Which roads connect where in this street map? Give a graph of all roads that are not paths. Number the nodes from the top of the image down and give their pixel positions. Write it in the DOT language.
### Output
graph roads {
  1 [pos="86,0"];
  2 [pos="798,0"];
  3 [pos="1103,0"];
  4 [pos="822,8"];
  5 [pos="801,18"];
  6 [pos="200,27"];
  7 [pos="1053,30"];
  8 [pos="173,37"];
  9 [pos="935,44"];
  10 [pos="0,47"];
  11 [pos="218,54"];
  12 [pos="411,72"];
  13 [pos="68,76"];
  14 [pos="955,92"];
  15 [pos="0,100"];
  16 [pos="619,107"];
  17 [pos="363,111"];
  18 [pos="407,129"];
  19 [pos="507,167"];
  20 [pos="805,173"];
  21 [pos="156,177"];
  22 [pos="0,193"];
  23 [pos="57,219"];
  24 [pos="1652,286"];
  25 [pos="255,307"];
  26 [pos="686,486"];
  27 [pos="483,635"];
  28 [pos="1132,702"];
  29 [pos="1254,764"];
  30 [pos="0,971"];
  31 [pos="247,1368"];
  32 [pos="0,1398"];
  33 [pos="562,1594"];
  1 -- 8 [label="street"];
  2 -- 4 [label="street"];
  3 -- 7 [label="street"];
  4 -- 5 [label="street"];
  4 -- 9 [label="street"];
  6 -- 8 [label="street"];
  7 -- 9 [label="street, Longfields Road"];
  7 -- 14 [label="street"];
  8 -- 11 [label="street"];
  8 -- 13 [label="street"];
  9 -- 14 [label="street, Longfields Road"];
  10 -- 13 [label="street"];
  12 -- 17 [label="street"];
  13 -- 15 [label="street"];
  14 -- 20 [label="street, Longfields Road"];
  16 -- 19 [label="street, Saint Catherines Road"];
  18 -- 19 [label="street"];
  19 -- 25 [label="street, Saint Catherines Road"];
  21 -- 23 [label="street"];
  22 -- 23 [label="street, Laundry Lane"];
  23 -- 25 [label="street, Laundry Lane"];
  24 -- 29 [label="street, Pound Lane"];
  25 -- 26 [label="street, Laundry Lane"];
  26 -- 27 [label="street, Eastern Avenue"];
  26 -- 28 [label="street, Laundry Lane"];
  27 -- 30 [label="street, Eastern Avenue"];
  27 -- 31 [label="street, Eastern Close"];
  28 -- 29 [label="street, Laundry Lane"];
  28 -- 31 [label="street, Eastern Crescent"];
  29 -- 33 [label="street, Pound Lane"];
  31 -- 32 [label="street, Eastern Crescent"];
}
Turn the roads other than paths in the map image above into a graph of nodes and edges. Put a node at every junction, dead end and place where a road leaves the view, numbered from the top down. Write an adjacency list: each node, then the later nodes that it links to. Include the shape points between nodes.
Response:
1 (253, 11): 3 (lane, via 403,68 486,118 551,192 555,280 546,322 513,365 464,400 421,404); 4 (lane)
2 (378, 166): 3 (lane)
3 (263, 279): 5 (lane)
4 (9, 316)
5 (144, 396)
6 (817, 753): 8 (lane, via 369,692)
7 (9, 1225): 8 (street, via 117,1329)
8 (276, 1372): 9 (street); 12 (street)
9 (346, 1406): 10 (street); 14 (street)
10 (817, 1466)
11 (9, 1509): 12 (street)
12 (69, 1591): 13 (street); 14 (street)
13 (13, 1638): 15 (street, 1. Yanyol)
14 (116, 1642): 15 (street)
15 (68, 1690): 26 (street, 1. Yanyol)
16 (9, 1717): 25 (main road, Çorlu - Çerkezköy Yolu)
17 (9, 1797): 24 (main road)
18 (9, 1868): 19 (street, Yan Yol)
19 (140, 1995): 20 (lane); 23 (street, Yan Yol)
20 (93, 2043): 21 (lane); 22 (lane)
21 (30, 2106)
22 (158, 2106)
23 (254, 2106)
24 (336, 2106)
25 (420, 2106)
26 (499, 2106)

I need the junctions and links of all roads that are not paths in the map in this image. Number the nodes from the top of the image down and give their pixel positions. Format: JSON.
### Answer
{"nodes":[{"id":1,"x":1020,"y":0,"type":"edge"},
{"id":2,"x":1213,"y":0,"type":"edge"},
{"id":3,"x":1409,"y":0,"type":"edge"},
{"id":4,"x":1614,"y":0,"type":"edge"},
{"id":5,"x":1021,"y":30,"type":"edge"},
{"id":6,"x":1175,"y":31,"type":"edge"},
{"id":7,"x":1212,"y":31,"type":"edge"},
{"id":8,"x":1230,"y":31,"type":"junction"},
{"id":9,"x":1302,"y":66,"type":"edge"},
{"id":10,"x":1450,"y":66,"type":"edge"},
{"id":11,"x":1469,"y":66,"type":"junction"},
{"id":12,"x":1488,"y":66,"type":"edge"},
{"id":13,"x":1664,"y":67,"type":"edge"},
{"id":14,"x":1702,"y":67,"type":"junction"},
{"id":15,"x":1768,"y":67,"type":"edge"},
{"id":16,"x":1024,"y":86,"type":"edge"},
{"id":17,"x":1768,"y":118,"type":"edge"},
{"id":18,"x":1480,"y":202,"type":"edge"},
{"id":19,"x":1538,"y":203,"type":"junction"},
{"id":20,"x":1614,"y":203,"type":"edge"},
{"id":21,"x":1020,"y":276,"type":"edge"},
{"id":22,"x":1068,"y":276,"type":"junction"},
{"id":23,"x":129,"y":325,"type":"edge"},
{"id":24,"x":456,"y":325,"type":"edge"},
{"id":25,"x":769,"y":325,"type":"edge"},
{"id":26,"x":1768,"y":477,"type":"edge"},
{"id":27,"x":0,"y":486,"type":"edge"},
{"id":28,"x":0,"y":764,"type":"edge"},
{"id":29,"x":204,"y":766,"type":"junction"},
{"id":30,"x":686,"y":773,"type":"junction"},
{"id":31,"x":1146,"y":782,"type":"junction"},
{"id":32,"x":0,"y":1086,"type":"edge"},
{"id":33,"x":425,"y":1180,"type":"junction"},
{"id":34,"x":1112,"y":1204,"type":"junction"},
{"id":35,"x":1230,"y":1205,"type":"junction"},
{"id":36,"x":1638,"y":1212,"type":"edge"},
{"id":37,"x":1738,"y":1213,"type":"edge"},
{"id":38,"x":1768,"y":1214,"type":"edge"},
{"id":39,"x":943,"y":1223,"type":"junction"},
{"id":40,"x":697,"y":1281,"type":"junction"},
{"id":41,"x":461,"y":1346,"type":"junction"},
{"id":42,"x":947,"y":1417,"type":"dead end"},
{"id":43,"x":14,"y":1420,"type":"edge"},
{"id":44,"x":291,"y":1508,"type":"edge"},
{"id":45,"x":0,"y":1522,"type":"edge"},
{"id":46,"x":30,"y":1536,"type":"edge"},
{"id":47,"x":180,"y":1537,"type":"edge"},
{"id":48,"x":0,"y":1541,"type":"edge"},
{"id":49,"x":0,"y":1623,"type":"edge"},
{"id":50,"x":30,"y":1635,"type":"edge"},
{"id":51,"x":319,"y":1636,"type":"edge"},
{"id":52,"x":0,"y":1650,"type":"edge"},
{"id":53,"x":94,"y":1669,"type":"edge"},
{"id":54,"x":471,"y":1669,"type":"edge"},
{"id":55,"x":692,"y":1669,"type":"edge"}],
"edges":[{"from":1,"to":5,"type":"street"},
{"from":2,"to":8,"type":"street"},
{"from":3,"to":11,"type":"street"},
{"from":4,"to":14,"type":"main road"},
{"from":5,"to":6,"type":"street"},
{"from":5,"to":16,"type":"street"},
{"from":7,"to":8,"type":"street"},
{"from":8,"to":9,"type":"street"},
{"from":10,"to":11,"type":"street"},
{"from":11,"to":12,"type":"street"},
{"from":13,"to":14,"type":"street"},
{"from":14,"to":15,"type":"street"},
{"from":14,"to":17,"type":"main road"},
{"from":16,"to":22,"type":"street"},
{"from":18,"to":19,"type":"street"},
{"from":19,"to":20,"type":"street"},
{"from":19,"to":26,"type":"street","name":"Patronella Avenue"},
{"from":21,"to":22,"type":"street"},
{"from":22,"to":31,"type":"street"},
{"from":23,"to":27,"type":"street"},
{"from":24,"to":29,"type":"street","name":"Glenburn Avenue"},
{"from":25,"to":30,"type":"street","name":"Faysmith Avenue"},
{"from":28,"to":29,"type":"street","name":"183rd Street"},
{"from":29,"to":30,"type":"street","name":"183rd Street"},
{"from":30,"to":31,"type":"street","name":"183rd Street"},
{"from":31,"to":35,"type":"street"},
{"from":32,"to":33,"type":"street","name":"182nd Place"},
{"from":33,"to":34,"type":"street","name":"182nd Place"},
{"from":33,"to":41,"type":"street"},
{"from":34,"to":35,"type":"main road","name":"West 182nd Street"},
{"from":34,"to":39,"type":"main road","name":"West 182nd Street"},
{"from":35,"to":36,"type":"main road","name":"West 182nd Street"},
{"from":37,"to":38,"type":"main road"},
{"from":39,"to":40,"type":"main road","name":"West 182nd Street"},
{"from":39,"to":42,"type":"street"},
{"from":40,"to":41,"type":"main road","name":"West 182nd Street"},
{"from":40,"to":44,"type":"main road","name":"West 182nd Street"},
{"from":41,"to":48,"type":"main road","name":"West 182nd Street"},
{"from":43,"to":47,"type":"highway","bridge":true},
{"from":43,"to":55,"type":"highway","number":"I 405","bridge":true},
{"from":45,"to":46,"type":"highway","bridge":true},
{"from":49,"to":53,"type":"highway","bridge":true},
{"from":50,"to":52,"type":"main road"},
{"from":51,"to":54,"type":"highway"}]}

━━━

Task to carry out –
Please state how many lines of the records hold the word "pixel", and write nothing but that number.

Worked solution –
2